Kevin: What is he talking about, Mikey? How long does that take?

Michael: As long as Detective Weber wants it to.

Kevin: Does that mean that I'm gonna have to spend--

Michael: All right, quiet. You gotta be quiet!

Kevin: You gotta get me through this, Mikey! You've got to get me out of this!

Michael: Detective Weber, may I have a word alone with my client?

Hank: You want us to get started on the booking, don't you?

Michael: Well, if we're waiting on Washington, we'll have the time, right? Hank, please.

Hank: Okay. Make it quick.

Kevin: I swear, Mikey, he is a crooked cop. I think he planted--

Michael: Shut up! Shut up! Look, I don't want to hear anymore of your paranoid theories. I just want to hear you say that we're doing it my way, start to finish.

Kevin: Okay.

Michael: And you do not say another word.

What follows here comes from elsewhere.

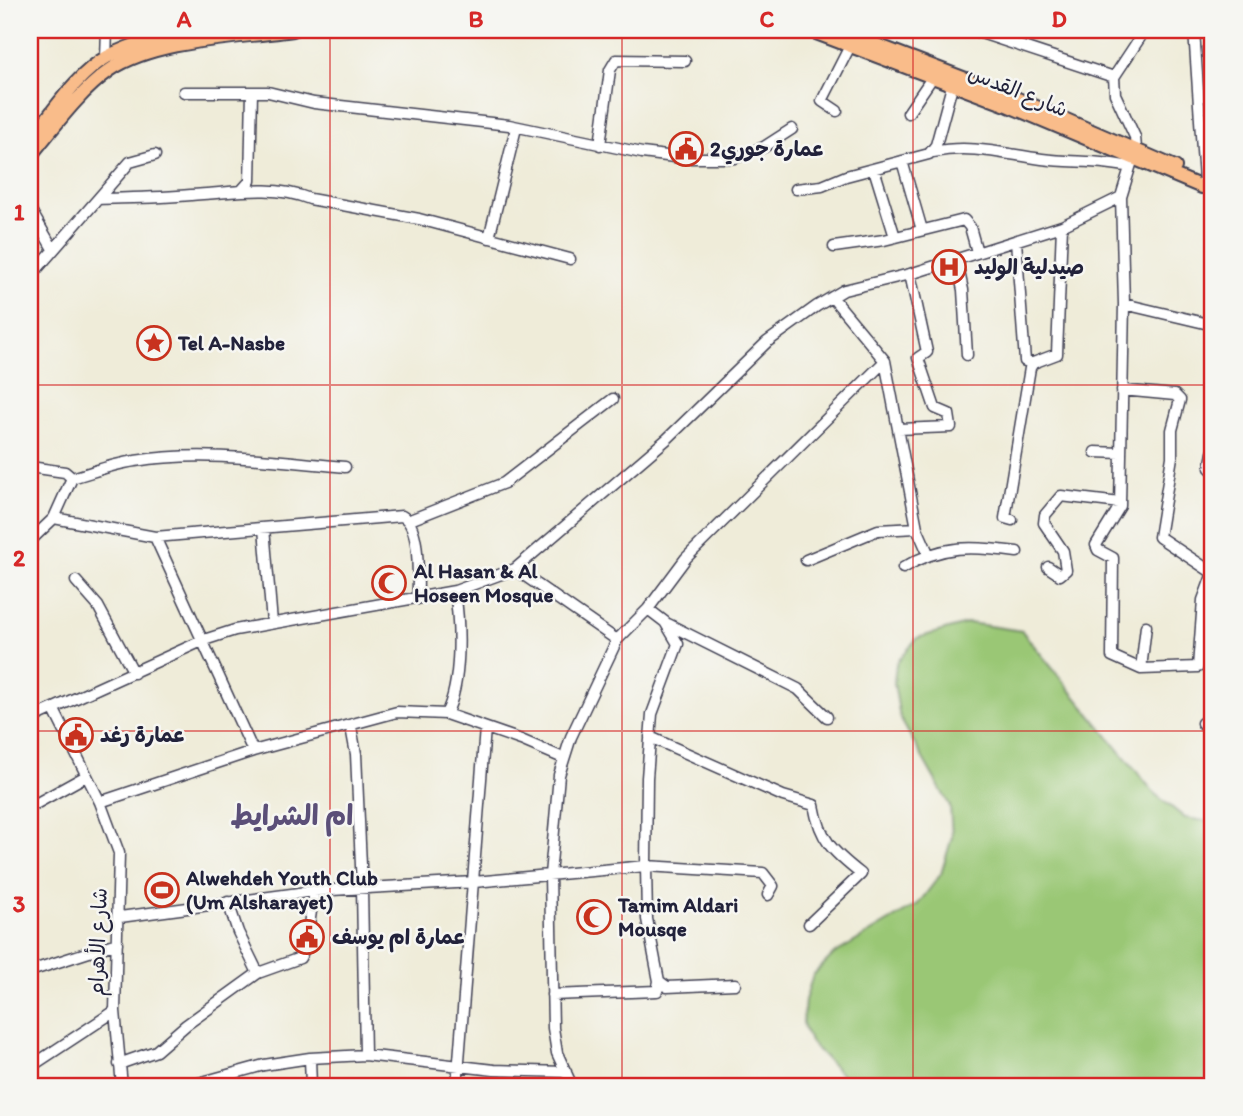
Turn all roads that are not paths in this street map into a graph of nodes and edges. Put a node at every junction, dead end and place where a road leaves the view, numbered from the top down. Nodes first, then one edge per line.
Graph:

You do not utter anything unless I tell you to speak, right? Promise me now!

Kevin: I promise.

-------------------------------------------------------------------------------------------

Phyllis: Sorry.

Phyllis: You come home from a hard day's work, and here I am, all messed up as usual.

Damon: Shh. Hush. You're just going through one of those difficult phases in life right now. You know, you're looking at a lot of change, a lot of adversity raining down on you all at once. It's like that sometimes, you know? Like the universe is saying--

Phyllis: "Give up, Phyllis, give up."

Damon: Well, no, no. But listen, you really didn't come here for one of my pep talks, did you?

Phyllis: Mnh-mnh.

Damon: You came 'cause you needed somebody to be on your side, always.

Phyllis: Are you on my side?

Damon: Baby, that's an incredibly stupid question.